The daily market data for the four indexes are obtained from Yahoo Finance and contain daily trading data, such as opening prices (Open), high prices (High), low prices (Low), adjusted closing prices (Close), and end-of-day volumes. The data are from the period between January 1st, 2006, and December 31st, 2017 (Fig. 2). The data from days where either one of the stock markets was closed were excluded from our data set.

Fig. 2
figure 2

Normalized KOSPI, S&P500, DAIJ, and NASDAQ indexes over the period from 2006 to 2017 obtained by subtracting the mean from each original value and dividing by the standard deviation

3.3 Training, validation, and test set

All data are divided into a training dataset (70\(\%\)) for developing the prediction models and test set (30\(\%\)) for evaluating its predictive ability. 30\(\%\) of the training set was used as a validation set.

3.4 Feature construction

We seek predictors in order to predict the daily (close-to-close) KO return at time \(t+1\)\(r_{t+1}\), given the feature vector \({{\varvec{x}}}_{t}\) extracted from the trading data available at time t. To describe the movement of the indexes, we defined a set of meaningful features at time t as follows:

  1. 1.

    \({\text {Daytime}},\ \ {\text {High-to-Close Return}}:={\text {DHTC}}^{\cdot }_{t}=\frac{\text {Hight}_{t}-\text {Close}_{t}}{\text {Close}_{t}}\),

  2. 2.

    \({\text {Daytime}},\ \ {\text {Open-to-Close return}}:={\text {DOTC}}^{\cdot }_{t}=\frac{\text {Open}_{t}-\text {Close}_{t}}{\text {Close}_{t}}\),

  3. 3.

    \({\text {Daytime}},\ \ {\text {Low-to-Close return}}\ \ :={\text {DLTC}}^{\cdot }_{t}= \frac{\text {Low}_{t}-\text {Close}_{t}}{\text {Close}_{t}}\),

  4. 4.

    \({\text {Overnight}}, {\text {Close-to-Close return}}:={\text {OCTC}}^{\cdot }_{t}= \frac{\text {Close}_{t}-\text {Close}_{t-1}}{\text {Close}_{t-1}}\),

  5. 5.

    \({\text {Overnight}}, {\text {Open-to-Close return}}:={\text {OOTC}}^{\cdot }_{t}= \frac{\text {Open}_{t}-\text {Close}_{t-1}}{\text {Close}_{t-1}}\).

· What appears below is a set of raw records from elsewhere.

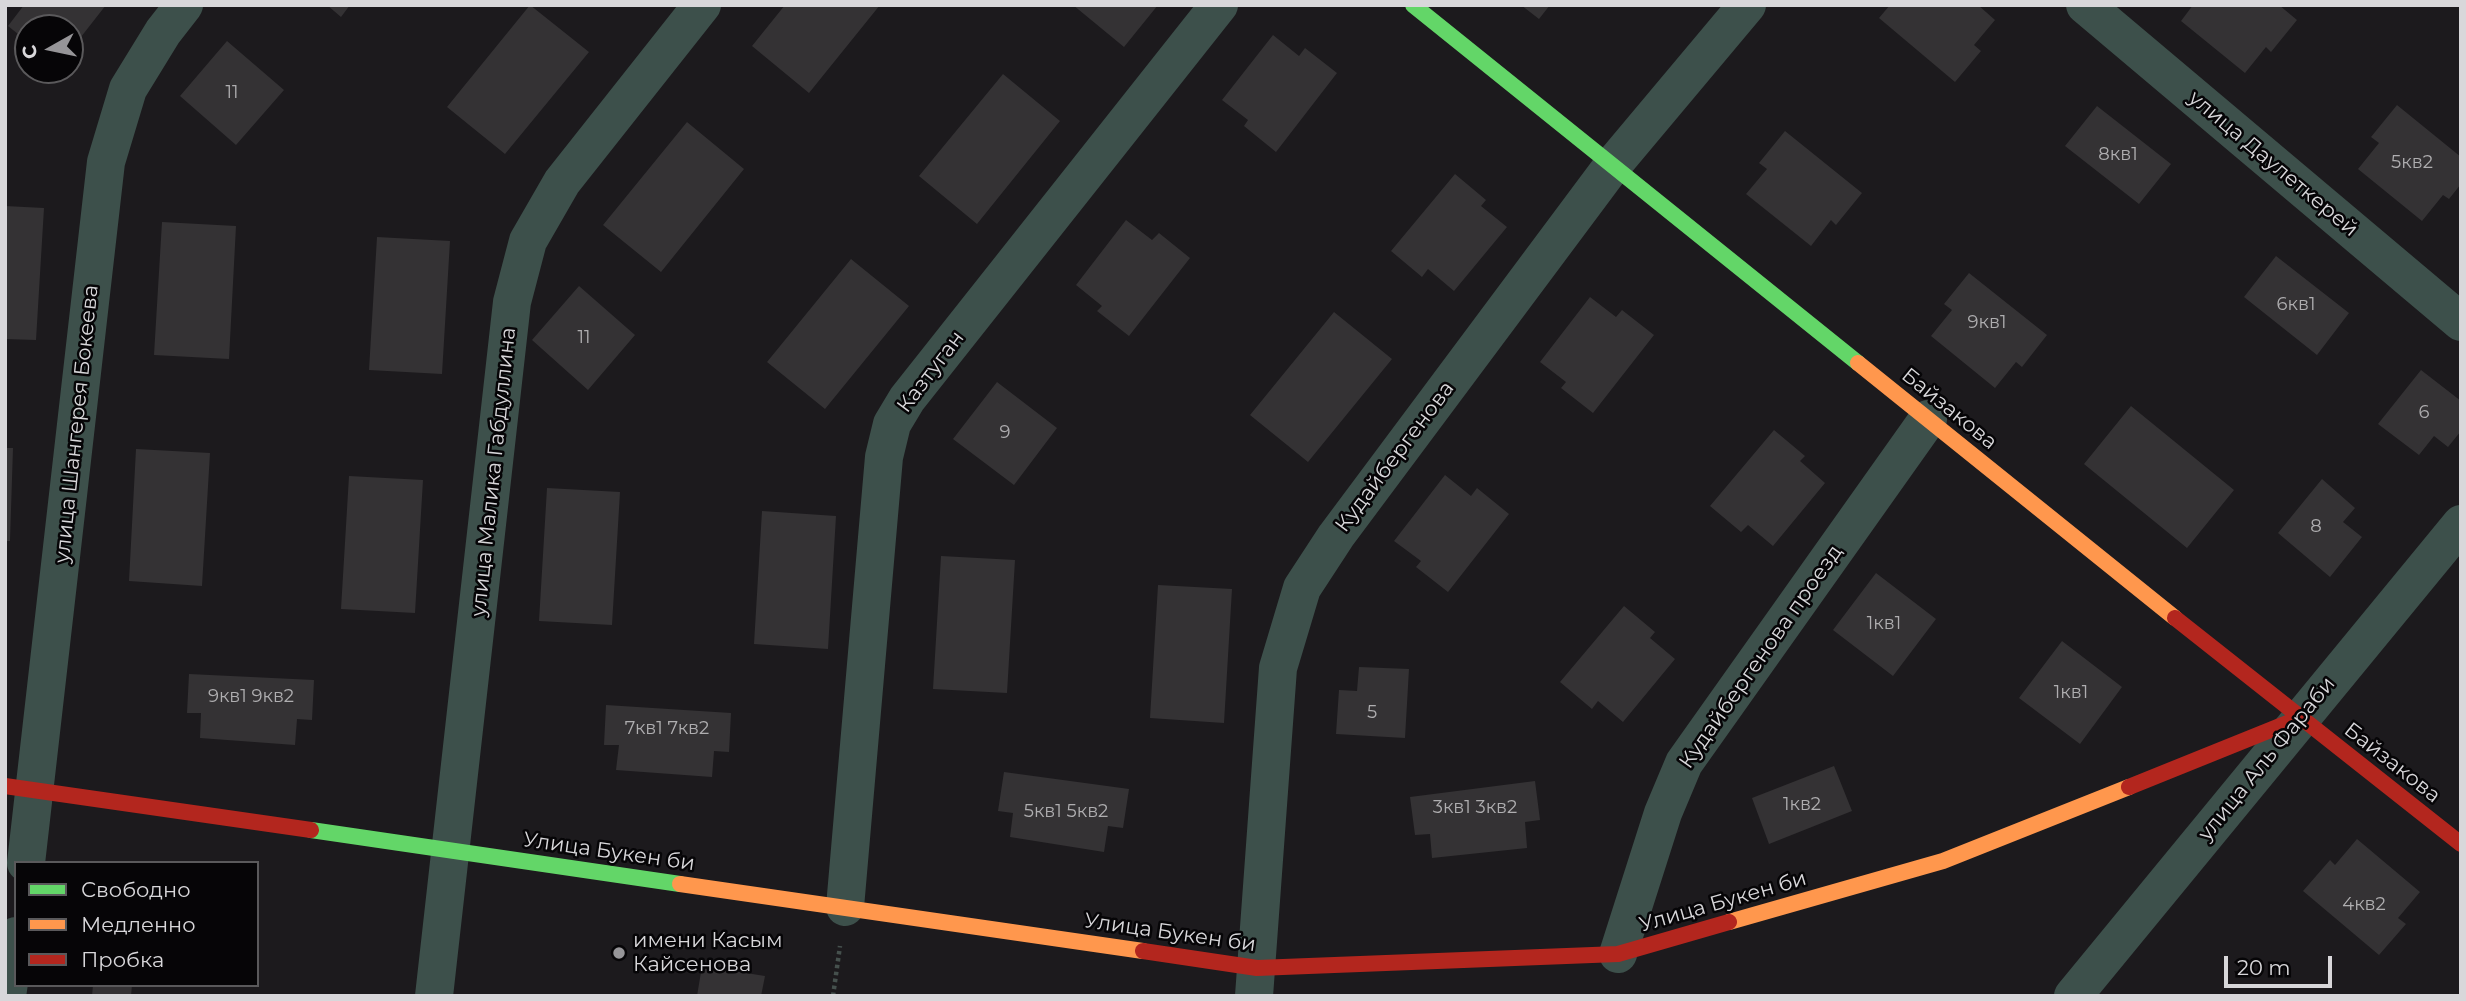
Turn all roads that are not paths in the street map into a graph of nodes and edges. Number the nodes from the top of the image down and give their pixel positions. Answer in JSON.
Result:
{"nodes":[{"id":1,"x":184,"y":5,"type":"edge"},
{"id":2,"x":702,"y":5,"type":"edge"},
{"id":3,"x":1219,"y":5,"type":"edge"},
{"id":4,"x":1413,"y":5,"type":"edge"},
{"id":5,"x":1747,"y":5,"type":"edge"},
{"id":6,"x":2085,"y":5,"type":"edge"},
{"id":7,"x":1612,"y":166,"type":"junction"},
{"id":8,"x":2461,"y":322,"type":"edge"},
{"id":9,"x":1928,"y":419,"type":"junction"},
{"id":10,"x":2461,"y":524,"type":"edge"},
{"id":11,"x":2300,"y":718,"type":"junction"},
{"id":12,"x":21,"y":788,"type":"edge"},
{"id":13,"x":2461,"y":844,"type":"edge"},
{"id":14,"x":453,"y":851,"type":"junction"},
{"id":15,"x":26,"y":861,"type":"edge"},
{"id":16,"x":845,"y":906,"type":"junction"},
{"id":17,"x":14,"y":949,"type":"edge"},
{"id":18,"x":1618,"y":954,"type":"junction"},
{"id":19,"x":1255,"y":982,"type":"edge"},
{"id":20,"x":7,"y":996,"type":"edge"},
{"id":21,"x":435,"y":996,"type":"edge"},
{"id":22,"x":2073,"y":996,"type":"edge"}],
"edges":[{"from":1,"to":12,"type":"street","name":"улица Шангерея Бокеева"},
{"from":2,"to":14,"type":"street","name":"улица Малика Габдуллина"},
{"from":3,"to":16,"type":"street","name":"Казтуган"},
{"from":4,"to":7,"type":"street","name":"Байзакова"},
{"from":5,"to":7,"type":"street","name":"Кудайбергенова"},
{"from":6,"to":8,"type":"street","name":"улица Даулеткерей"},
{"from":7,"to":9,"type":"street","name":"Байзакова"},
{"from":7,"to":19,"type":"street","name":"Кудайбергенова"},
{"from":9,"to":11,"type":"street","name":"Байзакова"},
{"from":9,"to":18,"type":"street","name":"Кудайбергенова проезд"},
{"from":10,"to":11,"type":"street","name":"улица Аль Фараби"},
{"from":11,"to":13,"type":"street","name":"Байзакова"},
{"from":11,"to":18,"type":"street","name":"Улица Букен би"},
{"from":11,"to":22,"type":"street","name":"улица Аль Фараби"},
{"from":12,"to":14,"type":"street","name":"Улица Букен би"},
{"from":12,"to":15,"type":"street","name":"улица Шангерея Бокеева"},
{"from":14,"to":16,"type":"street","name":"Улица Букен би"},
{"from":14,"to":21,"type":"street","name":"улица Малика Габдуллина"},
{"from":16,"to":19,"type":"street","name":"Улица Букен би"},
{"from":17,"to":20,"type":"street"},
{"from":18,"to":19,"type":"street","name":"Улица Букен би"}]}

The features describe the daily movement of stock indexes: \({\text {DHTC}}^{\cdot }_{t}\) for the highest daytime movement, \({\text {DLTC}}^{\cdot }_{t}\) for the lowest daytime movement, \({\text {DOTC}}^{\cdot }_{t}\) for the daytime movement, \({\text {OOTC}}^{\cdot }_{t}\) for the opening jump responding to the overnight information, and \({\text {OCTC}}^{\cdot }_{t}\) for the total movement reflecting all information available at time t.

Let us denote the feature vector for each modality as \( {{\varvec{x}}}^{i}_{t}=[{\text {DHTC}}_{t}^{i}, {\text {DOTO}}_{t}^{i}, {\text {DLTC}}_{t}^{i}, {\text {OCTC}}_{t}^{i}, {\text {OOTC}}_{t}^{i}]^{T} \), where \(i \in \{\text {KO, SP, DJ, NAS}\}\), and \({\text {US}}\in \{\text {SP,NA,DJ}\}\). An input feature \({ {\varvec{x}}}_{t}\) for multimodal models at time t is the combination of \({{\varvec{x}}}_{t}^{\text {KO}}\) and \({{\varvec{x}}}_{t}^{\text {US}} \), depending on the multimodal deep learning architecture. Note that we did not include returns across markets, such as SP Close-to-KO Close return = \({\text {Close}}_t^{\text {SP}}/{\text {Close}}_t^{\text {KR}}-1\), because they are statistically non-stationary at any conventional significance level. In the following, we will use the notation \({\text {OCTC}}^{\text {KO}}_{t}\) and \(r_{t}\) interchangeably to denote the daily close-to-close return on the KO index.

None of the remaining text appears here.